A propos de "Les cinq caractéristiques de l’Impérialisme" :
http://mai68.org/spip2/spip.php?article14393
Excellent rappel de ce que fut cette étape décisive de formation de l’impérialisme moderne.
Mais si on ne peut évidemment pas comprendre la situation actuelle sans étudier l’historique de l’évolution de la société industrielle moderne, il faut néanmoins bien comprendre qu'il s'agit d'un phénomène humain dialectique qui ne s’est donc pas plus arrêté à ce stade impérialiste de 1916 qu’il ne s’est arrêté au stade du capitalisme industriel de la première révolution industrielle !
Déjà, pour comprendre Marx il faut replacer son œuvre, et notamment le Livre I du Capital, dans le contexte économique qui est le sien : la toute première révolution industrielle, celle du stade capitaliste industriel qui repose sur le développement du moteur à vapeur, que ce soit pour la mise en mouvement des machines industrielles et donc de toutes les lignes de production, ou pour le transport des marchandises et des personnes, par rail et par mer, tandis que la communication internationale n’en est encore qu’à l’établissement et au perfectionnement du télégraphe électrique, seule et unique application « industrielle » de l’électricité jusqu’à la mort de Marx ! Même l’éclairage public de l’époque ne connaît encore, dans les cas « favorisés », que la lueur du gaz !
Entre l’œuvre de Marx et celle de Lénine il y a donc déjà l’aboutissement d’une deuxième révolution industrielle, qui n’était que balbutiante à la mort de Marx, et dont la prospective n’est donc pas réellement prise en compte dans le Livre I du Capital, son seul ouvrage complet et achevé sur l’analyse de la première révolution industrielle.
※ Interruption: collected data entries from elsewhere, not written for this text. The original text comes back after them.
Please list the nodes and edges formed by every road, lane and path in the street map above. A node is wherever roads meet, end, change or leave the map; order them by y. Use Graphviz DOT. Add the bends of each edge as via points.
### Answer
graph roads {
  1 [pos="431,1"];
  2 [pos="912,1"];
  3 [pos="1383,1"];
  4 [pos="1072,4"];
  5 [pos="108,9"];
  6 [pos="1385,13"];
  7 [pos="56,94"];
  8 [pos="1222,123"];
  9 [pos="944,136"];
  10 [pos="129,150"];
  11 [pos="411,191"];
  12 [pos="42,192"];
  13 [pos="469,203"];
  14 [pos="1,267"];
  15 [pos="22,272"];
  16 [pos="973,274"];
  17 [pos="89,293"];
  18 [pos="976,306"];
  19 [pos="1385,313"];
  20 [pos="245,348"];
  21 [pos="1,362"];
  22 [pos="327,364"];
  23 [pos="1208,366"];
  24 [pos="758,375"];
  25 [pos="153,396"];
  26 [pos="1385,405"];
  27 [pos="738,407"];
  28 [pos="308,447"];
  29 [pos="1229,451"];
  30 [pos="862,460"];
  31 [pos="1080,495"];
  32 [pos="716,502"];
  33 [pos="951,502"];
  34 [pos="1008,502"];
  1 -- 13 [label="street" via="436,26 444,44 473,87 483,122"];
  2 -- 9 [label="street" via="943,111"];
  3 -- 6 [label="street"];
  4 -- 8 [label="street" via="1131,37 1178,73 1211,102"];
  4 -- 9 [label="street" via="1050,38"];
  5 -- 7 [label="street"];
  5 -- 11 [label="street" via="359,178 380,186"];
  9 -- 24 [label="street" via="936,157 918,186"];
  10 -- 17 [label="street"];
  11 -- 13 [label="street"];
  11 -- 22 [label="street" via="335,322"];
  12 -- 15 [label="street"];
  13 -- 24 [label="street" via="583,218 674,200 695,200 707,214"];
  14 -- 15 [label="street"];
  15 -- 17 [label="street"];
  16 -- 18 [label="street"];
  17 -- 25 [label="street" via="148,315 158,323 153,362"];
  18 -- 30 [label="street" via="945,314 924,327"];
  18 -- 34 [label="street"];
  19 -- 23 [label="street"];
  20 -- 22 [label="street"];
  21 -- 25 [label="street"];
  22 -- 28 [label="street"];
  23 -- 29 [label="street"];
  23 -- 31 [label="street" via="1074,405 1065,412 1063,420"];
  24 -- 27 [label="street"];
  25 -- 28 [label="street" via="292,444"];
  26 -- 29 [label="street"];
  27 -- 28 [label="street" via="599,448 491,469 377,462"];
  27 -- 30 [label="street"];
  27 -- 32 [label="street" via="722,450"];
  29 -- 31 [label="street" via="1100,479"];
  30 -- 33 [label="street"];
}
Le petit bouquin de Lénine sur l’impérialisme reste donc une autre étape essentielle de l’analyse du développement de la société industrielle, mais il est évidemment particulièrement dogmatique et puéril de penser que ce développement s’est peu ou prou « figé » à ce stade, il y a déjà plus d’un siècle !!!
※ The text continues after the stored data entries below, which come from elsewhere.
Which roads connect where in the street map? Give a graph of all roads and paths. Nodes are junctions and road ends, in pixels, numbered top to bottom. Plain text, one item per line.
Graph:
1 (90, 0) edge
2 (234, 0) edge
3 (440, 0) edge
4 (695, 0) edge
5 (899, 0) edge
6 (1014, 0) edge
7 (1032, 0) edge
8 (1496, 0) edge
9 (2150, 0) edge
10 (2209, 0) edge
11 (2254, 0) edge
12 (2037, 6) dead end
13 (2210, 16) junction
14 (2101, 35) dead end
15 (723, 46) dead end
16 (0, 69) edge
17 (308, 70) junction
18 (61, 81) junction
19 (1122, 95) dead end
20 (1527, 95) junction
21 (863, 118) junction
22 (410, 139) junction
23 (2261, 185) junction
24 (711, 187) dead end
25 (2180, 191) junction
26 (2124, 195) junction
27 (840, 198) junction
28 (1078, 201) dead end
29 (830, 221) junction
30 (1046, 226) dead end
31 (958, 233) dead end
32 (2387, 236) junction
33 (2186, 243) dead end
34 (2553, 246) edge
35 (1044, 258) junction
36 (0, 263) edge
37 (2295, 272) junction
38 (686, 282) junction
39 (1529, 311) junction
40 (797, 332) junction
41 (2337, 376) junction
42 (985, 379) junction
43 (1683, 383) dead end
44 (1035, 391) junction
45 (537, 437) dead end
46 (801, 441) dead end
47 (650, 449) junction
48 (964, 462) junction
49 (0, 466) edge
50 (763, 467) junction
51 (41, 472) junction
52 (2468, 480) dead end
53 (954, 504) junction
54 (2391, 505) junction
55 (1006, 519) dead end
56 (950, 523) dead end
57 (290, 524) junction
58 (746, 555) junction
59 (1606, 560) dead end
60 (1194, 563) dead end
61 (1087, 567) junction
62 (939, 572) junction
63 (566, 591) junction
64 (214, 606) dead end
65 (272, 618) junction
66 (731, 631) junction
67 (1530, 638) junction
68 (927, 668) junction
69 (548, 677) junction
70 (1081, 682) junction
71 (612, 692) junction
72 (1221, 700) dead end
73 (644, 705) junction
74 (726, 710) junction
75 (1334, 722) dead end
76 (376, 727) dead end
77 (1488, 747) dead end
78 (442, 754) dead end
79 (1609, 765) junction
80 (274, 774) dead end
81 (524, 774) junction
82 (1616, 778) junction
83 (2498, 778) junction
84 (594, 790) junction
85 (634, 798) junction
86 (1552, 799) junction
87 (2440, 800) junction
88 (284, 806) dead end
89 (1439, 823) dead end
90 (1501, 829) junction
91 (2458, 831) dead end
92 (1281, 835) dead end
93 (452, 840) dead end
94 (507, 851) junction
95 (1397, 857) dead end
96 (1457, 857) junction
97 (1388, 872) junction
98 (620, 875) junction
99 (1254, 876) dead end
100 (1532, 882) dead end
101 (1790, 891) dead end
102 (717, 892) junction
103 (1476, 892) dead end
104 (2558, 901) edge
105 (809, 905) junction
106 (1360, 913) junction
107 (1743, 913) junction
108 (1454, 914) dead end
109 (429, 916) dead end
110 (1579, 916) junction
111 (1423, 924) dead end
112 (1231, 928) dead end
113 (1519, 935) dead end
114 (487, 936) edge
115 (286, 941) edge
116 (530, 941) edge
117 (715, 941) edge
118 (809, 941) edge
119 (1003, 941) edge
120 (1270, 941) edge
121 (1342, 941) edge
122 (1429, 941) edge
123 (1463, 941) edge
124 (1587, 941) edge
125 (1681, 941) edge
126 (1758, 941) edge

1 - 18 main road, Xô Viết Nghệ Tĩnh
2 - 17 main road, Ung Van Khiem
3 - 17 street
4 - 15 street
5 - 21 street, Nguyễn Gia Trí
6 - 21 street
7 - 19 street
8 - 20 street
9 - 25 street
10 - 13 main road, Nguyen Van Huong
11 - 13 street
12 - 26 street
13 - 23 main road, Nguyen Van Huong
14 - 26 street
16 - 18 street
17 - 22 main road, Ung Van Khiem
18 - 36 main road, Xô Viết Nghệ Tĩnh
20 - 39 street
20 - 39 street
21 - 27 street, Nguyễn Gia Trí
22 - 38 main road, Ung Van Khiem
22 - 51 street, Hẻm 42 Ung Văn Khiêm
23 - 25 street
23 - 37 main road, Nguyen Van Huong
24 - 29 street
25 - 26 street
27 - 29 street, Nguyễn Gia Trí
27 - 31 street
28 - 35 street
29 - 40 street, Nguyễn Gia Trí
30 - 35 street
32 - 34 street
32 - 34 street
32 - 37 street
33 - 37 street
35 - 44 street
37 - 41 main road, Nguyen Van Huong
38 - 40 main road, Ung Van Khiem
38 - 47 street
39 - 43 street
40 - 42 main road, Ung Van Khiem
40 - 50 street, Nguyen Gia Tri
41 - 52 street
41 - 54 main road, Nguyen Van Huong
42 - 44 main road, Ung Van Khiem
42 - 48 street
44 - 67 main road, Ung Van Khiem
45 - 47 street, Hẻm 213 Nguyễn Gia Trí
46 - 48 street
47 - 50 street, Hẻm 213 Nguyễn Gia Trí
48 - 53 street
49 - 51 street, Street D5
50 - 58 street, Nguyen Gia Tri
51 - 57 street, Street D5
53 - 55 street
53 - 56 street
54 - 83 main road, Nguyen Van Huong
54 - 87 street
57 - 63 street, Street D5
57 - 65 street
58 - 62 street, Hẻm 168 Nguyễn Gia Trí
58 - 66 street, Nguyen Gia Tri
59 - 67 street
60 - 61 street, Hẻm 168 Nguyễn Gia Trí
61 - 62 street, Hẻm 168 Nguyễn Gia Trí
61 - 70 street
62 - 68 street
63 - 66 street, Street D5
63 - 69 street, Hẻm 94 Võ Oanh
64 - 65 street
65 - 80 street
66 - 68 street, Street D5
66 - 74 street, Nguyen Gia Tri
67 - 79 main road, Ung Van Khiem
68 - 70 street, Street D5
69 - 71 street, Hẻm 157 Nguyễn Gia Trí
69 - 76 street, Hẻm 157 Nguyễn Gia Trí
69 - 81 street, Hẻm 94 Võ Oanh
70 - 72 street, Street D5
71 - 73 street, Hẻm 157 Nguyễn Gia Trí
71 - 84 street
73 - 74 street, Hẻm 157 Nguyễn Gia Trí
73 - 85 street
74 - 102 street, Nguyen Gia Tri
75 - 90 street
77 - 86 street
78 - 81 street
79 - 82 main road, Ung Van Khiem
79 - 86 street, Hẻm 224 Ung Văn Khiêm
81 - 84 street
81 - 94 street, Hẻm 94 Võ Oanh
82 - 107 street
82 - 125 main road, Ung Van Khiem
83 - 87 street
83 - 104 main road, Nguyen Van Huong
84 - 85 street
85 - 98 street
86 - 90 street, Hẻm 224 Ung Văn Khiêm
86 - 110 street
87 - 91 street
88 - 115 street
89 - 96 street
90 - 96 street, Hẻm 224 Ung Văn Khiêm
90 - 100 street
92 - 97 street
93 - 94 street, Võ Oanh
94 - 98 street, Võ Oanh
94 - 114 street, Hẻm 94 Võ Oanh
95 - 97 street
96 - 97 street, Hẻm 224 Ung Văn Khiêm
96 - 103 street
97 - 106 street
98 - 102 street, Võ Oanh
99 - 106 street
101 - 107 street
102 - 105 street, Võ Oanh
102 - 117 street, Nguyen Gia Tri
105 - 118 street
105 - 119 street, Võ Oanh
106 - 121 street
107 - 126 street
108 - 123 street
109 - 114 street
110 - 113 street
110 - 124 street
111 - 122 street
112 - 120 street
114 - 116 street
Vouloir analyser la situation actuelle essentiellement à partir des critères d’analyse qui sont ceux de l’évolution du système économique de domination de classe d’il y a plus d’un siècle ne fait donc pas réellement sens et amène nécessairement à des « conclusions » dogmatiques et puériles.
C’est typiquement ce que l’on voit avec les « notes de lecture » citées en fin d’article, au nom de M. « Constantin Lopez (agrégé de sciences économiques et sociales.) » (sic), qui propose avec cette approche prétendument « heuristique » d’« analyser la situation de l’Union européenne, qui semble à bien des égards à la fois un produit et un instrument des monopoles. », d’où il déduit que selon lui « Le cas grec a ainsi montré de façon éloquente comment l’oligarchie financière, par le biais de la Commission européenne, du Fonds monétaire international et de la Banque centrale européenne, pouvait saigner impitoyablement un pays pour garantir le remboursement de quelques mastodontes bancaires français et allemands. »
Alors qu’en réalité, entre la formation de l’Union Européenne dans le dernier tiers du XXe siècle et la « Crise Grecque » postérieure à la crise mondiale de 2007-2008 il y a encore passage de plusieurs stades de l’évolution de la société industrielle moderne, déjà très différente, au sortir de la seconde guerre mondiale, de ce qu’elle était à l’époque de Lénine.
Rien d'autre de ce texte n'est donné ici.